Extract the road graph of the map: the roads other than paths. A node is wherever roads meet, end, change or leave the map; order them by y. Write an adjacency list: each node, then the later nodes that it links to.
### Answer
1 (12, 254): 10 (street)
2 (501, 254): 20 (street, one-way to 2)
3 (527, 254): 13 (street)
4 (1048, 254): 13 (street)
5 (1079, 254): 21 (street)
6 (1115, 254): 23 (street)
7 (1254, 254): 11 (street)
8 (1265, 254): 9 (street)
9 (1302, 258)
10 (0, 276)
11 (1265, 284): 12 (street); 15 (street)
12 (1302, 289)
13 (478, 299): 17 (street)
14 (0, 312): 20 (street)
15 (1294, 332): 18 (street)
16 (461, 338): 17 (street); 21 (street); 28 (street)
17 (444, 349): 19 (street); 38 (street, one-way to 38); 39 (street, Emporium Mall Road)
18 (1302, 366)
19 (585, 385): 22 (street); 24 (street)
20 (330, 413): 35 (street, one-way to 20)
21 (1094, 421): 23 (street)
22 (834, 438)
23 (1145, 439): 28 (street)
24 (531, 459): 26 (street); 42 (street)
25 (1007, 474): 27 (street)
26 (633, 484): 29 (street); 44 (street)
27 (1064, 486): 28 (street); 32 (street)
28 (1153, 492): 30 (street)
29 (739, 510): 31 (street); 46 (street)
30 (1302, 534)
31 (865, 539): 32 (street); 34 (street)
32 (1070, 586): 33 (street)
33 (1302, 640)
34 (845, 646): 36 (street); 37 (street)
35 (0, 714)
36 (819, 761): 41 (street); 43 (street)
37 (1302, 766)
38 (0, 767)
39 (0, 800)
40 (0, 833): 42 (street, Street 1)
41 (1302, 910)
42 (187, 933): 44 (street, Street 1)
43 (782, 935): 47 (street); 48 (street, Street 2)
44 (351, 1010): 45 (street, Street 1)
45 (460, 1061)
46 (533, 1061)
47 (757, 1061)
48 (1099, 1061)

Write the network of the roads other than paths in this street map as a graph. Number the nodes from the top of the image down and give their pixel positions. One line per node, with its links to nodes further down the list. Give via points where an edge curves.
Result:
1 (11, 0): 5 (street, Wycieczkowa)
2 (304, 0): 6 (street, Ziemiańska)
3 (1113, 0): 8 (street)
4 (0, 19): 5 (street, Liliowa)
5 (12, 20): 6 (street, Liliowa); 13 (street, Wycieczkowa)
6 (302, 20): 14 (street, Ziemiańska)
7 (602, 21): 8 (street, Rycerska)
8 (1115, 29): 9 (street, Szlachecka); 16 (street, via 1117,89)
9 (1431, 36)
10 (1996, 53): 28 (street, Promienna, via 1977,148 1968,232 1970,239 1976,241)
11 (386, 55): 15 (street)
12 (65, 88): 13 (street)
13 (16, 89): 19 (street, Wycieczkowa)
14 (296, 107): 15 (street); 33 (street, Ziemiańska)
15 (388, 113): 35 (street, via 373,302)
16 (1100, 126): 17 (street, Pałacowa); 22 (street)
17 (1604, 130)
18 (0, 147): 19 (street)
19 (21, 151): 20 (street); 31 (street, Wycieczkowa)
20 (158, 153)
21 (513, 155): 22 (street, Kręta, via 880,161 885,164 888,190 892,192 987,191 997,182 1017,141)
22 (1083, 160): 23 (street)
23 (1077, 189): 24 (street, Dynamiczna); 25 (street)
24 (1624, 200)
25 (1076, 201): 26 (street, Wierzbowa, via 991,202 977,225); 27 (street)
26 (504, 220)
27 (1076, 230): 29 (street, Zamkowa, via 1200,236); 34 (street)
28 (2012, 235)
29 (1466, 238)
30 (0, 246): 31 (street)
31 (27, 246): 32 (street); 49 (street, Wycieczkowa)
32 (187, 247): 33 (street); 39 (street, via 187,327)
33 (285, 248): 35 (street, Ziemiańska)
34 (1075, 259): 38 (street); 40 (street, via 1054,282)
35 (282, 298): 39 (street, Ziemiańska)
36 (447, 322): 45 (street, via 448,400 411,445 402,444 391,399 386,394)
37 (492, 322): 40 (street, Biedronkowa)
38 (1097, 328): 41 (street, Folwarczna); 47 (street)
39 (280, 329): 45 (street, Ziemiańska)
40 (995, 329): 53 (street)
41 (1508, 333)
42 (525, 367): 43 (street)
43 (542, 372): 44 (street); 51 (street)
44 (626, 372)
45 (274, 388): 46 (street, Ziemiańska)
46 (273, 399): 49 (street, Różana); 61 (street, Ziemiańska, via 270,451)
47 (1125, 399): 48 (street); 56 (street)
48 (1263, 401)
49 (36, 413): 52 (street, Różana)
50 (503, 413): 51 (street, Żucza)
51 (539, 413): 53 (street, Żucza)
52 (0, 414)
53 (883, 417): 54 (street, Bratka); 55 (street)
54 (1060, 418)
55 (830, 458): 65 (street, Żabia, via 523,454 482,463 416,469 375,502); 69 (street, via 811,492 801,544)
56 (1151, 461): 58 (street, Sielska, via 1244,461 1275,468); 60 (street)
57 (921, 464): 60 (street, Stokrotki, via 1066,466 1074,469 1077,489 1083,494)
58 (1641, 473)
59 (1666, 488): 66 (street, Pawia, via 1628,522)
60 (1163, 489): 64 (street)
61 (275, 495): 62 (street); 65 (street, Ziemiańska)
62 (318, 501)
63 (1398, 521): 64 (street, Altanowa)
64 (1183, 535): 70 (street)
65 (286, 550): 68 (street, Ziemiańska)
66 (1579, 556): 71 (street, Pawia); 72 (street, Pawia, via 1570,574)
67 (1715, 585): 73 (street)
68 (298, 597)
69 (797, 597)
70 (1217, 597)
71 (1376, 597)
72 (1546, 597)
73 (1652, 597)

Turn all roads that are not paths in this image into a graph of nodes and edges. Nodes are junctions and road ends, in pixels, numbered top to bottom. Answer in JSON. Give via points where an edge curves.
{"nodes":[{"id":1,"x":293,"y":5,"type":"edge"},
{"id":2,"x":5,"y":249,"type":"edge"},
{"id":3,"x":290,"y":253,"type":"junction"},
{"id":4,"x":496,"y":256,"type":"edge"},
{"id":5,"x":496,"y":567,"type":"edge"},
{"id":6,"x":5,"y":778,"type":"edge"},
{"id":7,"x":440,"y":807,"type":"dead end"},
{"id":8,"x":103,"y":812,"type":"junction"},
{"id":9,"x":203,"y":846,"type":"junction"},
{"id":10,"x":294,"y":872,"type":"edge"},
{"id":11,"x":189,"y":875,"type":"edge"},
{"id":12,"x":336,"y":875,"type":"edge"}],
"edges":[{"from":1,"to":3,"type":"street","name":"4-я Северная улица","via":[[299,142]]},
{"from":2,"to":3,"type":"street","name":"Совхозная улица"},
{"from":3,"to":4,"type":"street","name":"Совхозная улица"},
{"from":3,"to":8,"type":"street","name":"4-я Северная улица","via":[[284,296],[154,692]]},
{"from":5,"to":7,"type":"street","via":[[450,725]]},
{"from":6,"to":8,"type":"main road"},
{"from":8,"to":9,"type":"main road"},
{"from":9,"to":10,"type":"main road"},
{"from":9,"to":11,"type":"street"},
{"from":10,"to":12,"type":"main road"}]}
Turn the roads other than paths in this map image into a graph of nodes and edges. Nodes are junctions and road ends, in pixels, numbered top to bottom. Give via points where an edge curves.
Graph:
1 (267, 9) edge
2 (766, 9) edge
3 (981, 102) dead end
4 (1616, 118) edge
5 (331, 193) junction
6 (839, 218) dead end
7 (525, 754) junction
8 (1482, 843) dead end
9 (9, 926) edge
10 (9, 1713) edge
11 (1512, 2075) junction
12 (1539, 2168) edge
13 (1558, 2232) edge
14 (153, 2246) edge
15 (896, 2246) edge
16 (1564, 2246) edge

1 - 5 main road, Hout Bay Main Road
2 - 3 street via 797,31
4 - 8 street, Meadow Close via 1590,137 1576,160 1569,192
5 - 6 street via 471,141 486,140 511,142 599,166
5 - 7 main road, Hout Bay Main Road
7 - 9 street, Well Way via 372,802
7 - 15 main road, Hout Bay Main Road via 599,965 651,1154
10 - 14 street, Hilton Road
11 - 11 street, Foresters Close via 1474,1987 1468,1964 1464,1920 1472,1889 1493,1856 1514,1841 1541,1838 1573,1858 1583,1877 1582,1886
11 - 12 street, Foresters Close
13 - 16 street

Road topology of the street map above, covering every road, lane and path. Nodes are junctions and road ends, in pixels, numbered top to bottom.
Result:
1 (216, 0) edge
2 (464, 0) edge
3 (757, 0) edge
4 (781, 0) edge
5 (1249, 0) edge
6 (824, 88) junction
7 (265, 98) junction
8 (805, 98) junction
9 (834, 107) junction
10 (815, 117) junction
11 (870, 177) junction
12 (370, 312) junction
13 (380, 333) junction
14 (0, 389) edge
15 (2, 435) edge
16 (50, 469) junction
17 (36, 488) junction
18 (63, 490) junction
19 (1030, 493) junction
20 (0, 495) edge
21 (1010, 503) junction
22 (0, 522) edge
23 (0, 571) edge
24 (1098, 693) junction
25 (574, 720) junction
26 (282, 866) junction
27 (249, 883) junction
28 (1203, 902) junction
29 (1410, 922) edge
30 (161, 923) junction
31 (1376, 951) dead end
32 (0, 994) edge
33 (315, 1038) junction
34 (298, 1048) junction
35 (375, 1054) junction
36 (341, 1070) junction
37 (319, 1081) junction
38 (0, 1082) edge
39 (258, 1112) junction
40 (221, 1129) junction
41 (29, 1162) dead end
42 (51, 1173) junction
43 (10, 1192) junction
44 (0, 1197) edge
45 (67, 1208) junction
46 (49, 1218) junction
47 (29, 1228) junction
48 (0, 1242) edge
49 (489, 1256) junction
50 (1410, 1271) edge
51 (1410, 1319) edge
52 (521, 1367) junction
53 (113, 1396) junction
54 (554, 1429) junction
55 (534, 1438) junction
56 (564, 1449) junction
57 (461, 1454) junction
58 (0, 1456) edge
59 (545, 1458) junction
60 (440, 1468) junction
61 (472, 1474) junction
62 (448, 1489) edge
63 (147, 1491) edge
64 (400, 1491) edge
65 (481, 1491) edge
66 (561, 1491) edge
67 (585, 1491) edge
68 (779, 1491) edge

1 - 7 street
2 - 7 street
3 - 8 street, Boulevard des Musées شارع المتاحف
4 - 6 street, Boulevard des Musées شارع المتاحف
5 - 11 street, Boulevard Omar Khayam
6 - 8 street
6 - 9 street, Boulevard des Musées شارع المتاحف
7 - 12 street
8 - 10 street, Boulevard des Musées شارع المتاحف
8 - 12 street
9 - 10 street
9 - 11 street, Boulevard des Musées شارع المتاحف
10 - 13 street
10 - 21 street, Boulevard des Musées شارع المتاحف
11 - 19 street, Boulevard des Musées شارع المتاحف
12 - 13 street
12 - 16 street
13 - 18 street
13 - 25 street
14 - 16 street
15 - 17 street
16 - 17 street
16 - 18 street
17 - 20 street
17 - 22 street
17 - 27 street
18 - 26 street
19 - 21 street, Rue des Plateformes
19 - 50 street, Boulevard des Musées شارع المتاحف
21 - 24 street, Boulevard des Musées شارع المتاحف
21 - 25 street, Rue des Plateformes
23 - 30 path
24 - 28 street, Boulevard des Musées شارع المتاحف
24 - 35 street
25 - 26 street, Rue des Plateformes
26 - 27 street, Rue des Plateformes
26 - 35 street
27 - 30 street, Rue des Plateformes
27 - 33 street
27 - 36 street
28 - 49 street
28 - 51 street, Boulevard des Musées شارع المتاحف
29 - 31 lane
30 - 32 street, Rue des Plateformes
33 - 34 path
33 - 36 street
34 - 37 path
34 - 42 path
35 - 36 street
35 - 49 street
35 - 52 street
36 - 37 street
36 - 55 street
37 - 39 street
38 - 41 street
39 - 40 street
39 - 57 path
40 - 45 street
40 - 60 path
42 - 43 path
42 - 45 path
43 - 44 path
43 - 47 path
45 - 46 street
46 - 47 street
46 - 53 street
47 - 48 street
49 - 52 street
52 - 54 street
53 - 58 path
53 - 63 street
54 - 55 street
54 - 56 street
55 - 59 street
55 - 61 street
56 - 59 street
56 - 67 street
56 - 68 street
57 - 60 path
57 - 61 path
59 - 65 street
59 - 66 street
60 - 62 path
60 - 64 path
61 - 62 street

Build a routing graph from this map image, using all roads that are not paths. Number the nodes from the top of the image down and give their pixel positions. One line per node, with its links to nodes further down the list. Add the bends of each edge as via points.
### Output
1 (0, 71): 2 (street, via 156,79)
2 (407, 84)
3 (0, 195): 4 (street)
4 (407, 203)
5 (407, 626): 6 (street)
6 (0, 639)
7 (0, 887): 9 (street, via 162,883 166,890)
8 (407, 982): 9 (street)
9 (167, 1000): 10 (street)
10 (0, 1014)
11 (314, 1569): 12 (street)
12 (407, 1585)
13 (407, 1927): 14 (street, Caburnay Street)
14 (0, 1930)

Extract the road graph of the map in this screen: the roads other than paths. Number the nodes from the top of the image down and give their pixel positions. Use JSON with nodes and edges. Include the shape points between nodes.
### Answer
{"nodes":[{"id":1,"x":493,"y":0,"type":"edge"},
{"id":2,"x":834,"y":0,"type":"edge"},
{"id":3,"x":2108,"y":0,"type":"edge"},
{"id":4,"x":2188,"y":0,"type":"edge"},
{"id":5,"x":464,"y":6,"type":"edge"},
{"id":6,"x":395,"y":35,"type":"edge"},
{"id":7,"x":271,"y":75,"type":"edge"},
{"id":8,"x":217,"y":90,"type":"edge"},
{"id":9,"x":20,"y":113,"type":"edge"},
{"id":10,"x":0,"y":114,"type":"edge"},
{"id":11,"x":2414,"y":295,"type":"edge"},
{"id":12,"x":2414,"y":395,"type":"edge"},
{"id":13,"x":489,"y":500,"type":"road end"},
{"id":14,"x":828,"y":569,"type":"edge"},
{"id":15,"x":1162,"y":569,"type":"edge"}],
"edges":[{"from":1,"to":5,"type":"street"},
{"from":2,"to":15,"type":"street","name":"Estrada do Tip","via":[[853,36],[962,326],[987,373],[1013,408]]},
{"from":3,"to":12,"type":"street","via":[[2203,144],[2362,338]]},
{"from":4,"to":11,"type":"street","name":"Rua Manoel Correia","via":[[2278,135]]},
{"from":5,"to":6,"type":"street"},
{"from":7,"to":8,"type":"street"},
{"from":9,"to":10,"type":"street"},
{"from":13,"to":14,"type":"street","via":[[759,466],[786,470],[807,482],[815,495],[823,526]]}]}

----

### Assignment
What lines in the entries above include the string "Северная"? Return each one.

### Result of the exercise
"edges":[{"from":1,"to":3,"type":"street","name":"4-я Северная улица","via":[[299,142]]},
{"from":3,"to":8,"type":"street","name":"4-я Северная улица","via":[[284,296],[154,692]]},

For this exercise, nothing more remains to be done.